◆ WORK REQUEST
From the records, pick out and copy each line containing "edges".

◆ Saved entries
::::::::
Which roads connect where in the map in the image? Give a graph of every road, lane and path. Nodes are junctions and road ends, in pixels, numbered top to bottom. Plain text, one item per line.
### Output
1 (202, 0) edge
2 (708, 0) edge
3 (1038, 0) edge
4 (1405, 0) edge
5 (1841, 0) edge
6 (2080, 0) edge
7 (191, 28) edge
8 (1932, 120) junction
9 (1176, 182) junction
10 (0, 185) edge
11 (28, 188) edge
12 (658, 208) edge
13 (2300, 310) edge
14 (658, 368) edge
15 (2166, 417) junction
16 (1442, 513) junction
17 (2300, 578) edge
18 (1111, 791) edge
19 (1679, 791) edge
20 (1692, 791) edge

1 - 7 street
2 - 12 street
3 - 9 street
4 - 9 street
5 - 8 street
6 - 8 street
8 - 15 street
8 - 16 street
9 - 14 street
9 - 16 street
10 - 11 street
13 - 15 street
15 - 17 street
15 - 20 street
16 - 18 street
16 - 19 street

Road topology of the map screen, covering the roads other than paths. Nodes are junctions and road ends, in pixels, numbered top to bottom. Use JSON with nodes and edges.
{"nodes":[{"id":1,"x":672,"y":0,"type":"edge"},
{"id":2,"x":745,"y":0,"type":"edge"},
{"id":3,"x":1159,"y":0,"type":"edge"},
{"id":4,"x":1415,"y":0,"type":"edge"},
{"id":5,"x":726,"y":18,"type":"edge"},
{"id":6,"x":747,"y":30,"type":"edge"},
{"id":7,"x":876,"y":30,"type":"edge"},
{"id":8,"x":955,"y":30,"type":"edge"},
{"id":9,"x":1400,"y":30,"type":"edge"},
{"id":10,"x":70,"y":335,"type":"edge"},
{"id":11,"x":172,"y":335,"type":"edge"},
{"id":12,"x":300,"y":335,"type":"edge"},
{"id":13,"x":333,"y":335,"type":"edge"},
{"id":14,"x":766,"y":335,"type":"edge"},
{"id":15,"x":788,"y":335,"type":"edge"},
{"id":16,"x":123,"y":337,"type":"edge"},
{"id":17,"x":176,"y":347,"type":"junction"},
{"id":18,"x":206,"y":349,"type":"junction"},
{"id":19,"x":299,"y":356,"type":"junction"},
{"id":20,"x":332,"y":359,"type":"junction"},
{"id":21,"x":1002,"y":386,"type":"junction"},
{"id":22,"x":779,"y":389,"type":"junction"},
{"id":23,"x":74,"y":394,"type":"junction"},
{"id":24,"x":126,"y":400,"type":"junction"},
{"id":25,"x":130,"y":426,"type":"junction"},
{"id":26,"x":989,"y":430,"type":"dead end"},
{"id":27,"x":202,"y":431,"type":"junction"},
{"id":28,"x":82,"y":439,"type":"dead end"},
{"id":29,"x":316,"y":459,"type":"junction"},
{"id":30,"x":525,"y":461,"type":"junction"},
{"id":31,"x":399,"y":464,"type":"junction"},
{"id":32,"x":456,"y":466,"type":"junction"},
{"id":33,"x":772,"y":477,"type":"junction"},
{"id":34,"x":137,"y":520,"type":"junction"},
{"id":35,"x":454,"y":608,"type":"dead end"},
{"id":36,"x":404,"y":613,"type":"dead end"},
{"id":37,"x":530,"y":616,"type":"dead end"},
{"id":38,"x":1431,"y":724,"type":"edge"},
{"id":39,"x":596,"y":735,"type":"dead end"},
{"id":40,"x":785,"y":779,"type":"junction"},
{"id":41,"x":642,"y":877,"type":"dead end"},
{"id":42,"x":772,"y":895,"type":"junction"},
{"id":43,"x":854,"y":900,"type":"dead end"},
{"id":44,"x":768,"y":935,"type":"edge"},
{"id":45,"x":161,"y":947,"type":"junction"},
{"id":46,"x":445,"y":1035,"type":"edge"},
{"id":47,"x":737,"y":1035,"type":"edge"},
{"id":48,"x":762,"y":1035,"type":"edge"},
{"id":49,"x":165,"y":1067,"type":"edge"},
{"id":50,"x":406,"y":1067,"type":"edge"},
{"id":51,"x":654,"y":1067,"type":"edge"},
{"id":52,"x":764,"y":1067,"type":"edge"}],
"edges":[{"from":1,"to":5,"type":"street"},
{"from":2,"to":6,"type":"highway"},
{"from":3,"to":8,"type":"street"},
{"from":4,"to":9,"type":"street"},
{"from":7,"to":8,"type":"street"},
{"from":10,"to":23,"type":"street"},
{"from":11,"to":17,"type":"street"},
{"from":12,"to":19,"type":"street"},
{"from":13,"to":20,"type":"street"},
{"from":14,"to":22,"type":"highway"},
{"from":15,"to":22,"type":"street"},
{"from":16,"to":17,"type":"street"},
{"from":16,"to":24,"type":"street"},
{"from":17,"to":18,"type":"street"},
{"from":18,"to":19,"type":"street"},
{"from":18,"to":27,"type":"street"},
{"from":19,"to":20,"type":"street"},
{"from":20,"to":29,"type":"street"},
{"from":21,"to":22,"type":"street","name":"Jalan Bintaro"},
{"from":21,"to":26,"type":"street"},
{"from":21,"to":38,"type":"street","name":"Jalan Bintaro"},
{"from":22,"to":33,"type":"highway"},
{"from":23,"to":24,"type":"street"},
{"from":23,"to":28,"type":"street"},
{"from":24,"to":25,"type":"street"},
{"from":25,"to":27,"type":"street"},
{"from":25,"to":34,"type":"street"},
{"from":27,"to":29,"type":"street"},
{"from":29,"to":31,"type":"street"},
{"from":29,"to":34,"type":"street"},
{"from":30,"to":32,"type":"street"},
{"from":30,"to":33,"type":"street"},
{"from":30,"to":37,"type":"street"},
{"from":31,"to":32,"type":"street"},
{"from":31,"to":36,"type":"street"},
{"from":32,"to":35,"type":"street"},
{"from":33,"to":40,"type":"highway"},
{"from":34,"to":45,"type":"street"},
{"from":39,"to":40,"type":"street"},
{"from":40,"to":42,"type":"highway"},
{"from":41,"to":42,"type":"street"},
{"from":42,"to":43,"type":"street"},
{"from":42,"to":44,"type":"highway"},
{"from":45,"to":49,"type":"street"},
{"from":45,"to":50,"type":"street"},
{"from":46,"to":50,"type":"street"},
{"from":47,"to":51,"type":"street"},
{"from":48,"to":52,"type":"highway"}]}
::::::::
◆ TASK OUTPUT
Road topology of the map screen, covering the roads other than paths. Nodes are junctions and road ends, in pixels, numbered top to bottom. Use JSON with nodes and edges.
"edges":[{"from":1,"to":5,"type":"street"},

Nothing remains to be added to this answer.